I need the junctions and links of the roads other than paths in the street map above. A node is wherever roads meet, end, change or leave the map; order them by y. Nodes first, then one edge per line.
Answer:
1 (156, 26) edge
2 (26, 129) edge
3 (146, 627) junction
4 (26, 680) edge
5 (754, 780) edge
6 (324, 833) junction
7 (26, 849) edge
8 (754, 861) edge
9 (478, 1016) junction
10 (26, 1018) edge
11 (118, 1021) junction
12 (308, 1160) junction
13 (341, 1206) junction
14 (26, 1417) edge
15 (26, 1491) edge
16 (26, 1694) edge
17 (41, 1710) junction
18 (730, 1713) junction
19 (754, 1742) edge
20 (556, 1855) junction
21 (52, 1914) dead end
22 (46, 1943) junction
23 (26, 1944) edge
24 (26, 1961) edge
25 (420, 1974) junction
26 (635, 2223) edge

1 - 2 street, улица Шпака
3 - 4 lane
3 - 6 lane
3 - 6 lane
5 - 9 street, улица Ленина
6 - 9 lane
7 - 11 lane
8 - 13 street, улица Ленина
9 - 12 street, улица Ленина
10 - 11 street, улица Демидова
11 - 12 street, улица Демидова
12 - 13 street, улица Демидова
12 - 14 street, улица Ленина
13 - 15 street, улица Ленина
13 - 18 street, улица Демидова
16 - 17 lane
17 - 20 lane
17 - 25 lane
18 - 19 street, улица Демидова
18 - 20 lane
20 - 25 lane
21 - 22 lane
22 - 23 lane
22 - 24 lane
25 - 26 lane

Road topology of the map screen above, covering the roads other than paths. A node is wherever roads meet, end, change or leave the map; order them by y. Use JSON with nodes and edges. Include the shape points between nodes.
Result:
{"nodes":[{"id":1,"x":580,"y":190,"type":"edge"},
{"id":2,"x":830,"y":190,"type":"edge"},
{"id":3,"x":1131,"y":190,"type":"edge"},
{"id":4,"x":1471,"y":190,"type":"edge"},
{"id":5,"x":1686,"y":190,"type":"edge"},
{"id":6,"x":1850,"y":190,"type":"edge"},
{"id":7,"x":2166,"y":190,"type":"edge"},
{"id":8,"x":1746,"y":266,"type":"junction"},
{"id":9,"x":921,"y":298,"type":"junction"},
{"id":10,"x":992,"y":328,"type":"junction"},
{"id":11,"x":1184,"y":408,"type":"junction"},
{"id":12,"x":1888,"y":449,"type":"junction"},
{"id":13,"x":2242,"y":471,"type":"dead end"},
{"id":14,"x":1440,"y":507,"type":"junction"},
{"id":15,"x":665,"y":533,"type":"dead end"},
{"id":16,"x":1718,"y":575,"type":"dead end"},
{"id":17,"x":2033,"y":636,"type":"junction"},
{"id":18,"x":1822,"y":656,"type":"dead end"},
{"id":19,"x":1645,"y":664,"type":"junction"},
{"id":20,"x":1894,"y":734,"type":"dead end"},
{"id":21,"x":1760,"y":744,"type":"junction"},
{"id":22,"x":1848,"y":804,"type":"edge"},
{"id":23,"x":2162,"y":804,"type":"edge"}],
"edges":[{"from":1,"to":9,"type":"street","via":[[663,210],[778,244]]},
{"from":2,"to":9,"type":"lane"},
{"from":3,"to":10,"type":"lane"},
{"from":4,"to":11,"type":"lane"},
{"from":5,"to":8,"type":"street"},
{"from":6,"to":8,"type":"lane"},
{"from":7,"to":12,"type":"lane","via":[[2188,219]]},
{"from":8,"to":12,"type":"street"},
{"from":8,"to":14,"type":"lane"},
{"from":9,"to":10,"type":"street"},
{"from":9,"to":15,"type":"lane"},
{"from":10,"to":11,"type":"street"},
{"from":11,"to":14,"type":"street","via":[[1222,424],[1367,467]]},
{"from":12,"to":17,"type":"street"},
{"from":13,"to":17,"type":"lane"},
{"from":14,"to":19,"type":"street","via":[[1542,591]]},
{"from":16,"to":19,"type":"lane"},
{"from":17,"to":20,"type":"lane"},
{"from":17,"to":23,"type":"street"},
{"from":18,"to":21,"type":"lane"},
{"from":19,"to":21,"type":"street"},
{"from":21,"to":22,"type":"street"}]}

------------------------------------------------

Every line of the listing above is to be repeated exactly as written.

#### SOLUTION:
I need the junctions and links of the roads other than paths in the street map above. A node is wherever roads meet, end, change or leave the map; order them by y. Nodes first, then one edge per line.
Answer:
1 (156, 26) edge
2 (26, 129) edge
3 (146, 627) junction
4 (26, 680) edge
5 (754, 780) edge
6 (324, 833) junction
7 (26, 849) edge
8 (754, 861) edge
9 (478, 1016) junction
10 (26, 1018) edge
11 (118, 1021) junction
12 (308, 1160) junction
13 (341, 1206) junction
14 (26, 1417) edge
15 (26, 1491) edge
16 (26, 1694) edge
17 (41, 1710) junction
18 (730, 1713) junction
19 (754, 1742) edge
20 (556, 1855) junction
21 (52, 1914) dead end
22 (46, 1943) junction
23 (26, 1944) edge
24 (26, 1961) edge
25 (420, 1974) junction
26 (635, 2223) edge

1 - 2 street, улица Шпака
3 - 4 lane
3 - 6 lane
3 - 6 lane
5 - 9 street, улица Ленина
6 - 9 lane
7 - 11 lane
8 - 13 street, улица Ленина
9 - 12 street, улица Ленина
10 - 11 street, улица Демидова
11 - 12 street, улица Демидова
12 - 13 street, улица Демидова
12 - 14 street, улица Ленина
13 - 15 street, улица Ленина
13 - 18 street, улица Демидова
16 - 17 lane
17 - 20 lane
17 - 25 lane
18 - 19 street, улица Демидова
18 - 20 lane
20 - 25 lane
21 - 22 lane
22 - 23 lane
22 - 24 lane
25 - 26 lane

Road topology of the map screen above, covering the roads other than paths. A node is wherever roads meet, end, change or leave the map; order them by y. Use JSON with nodes and edges. Include the shape points between nodes.
Result:
{"nodes":[{"id":1,"x":580,"y":190,"type":"edge"},
{"id":2,"x":830,"y":190,"type":"edge"},
{"id":3,"x":1131,"y":190,"type":"edge"},
{"id":4,"x":1471,"y":190,"type":"edge"},
{"id":5,"x":1686,"y":190,"type":"edge"},
{"id":6,"x":1850,"y":190,"type":"edge"},
{"id":7,"x":2166,"y":190,"type":"edge"},
{"id":8,"x":1746,"y":266,"type":"junction"},
{"id":9,"x":921,"y":298,"type":"junction"},
{"id":10,"x":992,"y":328,"type":"junction"},
{"id":11,"x":1184,"y":408,"type":"junction"},
{"id":12,"x":1888,"y":449,"type":"junction"},
{"id":13,"x":2242,"y":471,"type":"dead end"},
{"id":14,"x":1440,"y":507,"type":"junction"},
{"id":15,"x":665,"y":533,"type":"dead end"},
{"id":16,"x":1718,"y":575,"type":"dead end"},
{"id":17,"x":2033,"y":636,"type":"junction"},
{"id":18,"x":1822,"y":656,"type":"dead end"},
{"id":19,"x":1645,"y":664,"type":"junction"},
{"id":20,"x":1894,"y":734,"type":"dead end"},
{"id":21,"x":1760,"y":744,"type":"junction"},
{"id":22,"x":1848,"y":804,"type":"edge"},
{"id":23,"x":2162,"y":804,"type":"edge"}],
"edges":[{"from":1,"to":9,"type":"street","via":[[663,210],[778,244]]},
{"from":2,"to":9,"type":"lane"},
{"from":3,"to":10,"type":"lane"},
{"from":4,"to":11,"type":"lane"},
{"from":5,"to":8,"type":"street"},
{"from":6,"to":8,"type":"lane"},
{"from":7,"to":12,"type":"lane","via":[[2188,219]]},
{"from":8,"to":12,"type":"street"},
{"from":8,"to":14,"type":"lane"},
{"from":9,"to":10,"type":"street"},
{"from":9,"to":15,"type":"lane"},
{"from":10,"to":11,"type":"street"},
{"from":11,"to":14,"type":"street","via":[[1222,424],[1367,467]]},
{"from":12,"to":17,"type":"street"},
{"from":13,"to":17,"type":"lane"},
{"from":14,"to":19,"type":"street","via":[[1542,591]]},
{"from":16,"to":19,"type":"lane"},
{"from":17,"to":20,"type":"lane"},
{"from":17,"to":23,"type":"street"},
{"from":18,"to":21,"type":"lane"},
{"from":19,"to":21,"type":"street"},
{"from":21,"to":22,"type":"street"}]}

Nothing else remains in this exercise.